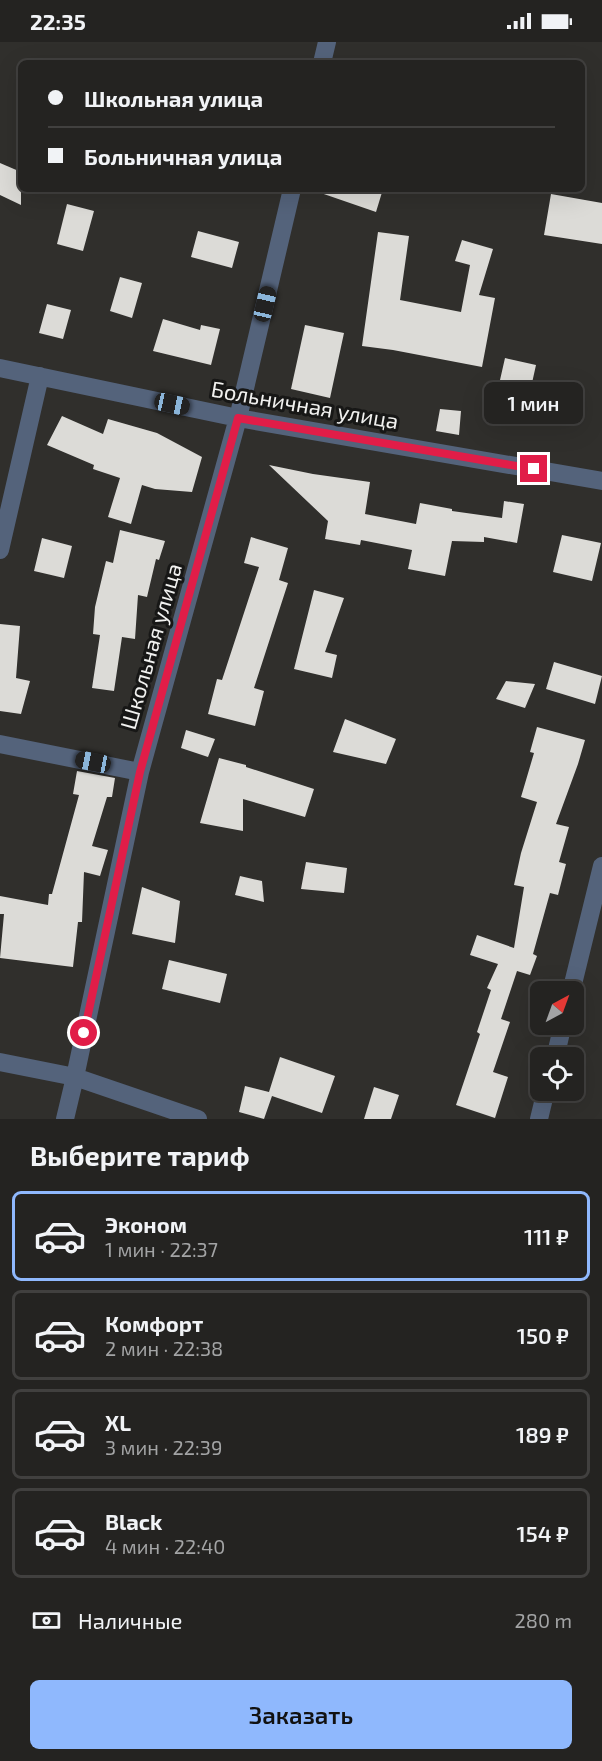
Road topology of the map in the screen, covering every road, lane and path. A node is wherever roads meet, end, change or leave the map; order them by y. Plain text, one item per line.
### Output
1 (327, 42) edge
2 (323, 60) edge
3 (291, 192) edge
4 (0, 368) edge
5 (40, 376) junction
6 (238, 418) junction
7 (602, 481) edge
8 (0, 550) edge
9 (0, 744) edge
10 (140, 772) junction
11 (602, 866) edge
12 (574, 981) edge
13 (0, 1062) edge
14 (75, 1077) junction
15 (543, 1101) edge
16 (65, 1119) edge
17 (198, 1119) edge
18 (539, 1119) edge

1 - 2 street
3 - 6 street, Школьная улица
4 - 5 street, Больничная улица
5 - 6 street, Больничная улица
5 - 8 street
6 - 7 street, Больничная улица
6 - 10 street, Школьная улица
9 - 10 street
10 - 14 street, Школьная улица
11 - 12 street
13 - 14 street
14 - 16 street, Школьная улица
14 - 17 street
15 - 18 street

_ _ _

EXERCISE
Any picture among the entries must be skipped; copy all else exactly.

ANSWER SPACE
Road topology of the map in the screen, covering every road, lane and path. A node is wherever roads meet, end, change or leave the map; order them by y. Plain text, one item per line.
### Output
1 (327, 42) edge
2 (323, 60) edge
3 (291, 192) edge
4 (0, 368) edge
5 (40, 376) junction
6 (238, 418) junction
7 (602, 481) edge
8 (0, 550) edge
9 (0, 744) edge
10 (140, 772) junction
11 (602, 866) edge
12 (574, 981) edge
13 (0, 1062) edge
14 (75, 1077) junction
15 (543, 1101) edge
16 (65, 1119) edge
17 (198, 1119) edge
18 (539, 1119) edge

1 - 2 street
3 - 6 street, Школьная улица
4 - 5 street, Больничная улица
5 - 6 street, Больничная улица
5 - 8 street
6 - 7 street, Больничная улица
6 - 10 street, Школьная улица
9 - 10 street
10 - 14 street, Школьная улица
11 - 12 street
13 - 14 street
14 - 16 street, Школьная улица
14 - 17 street
15 - 18 street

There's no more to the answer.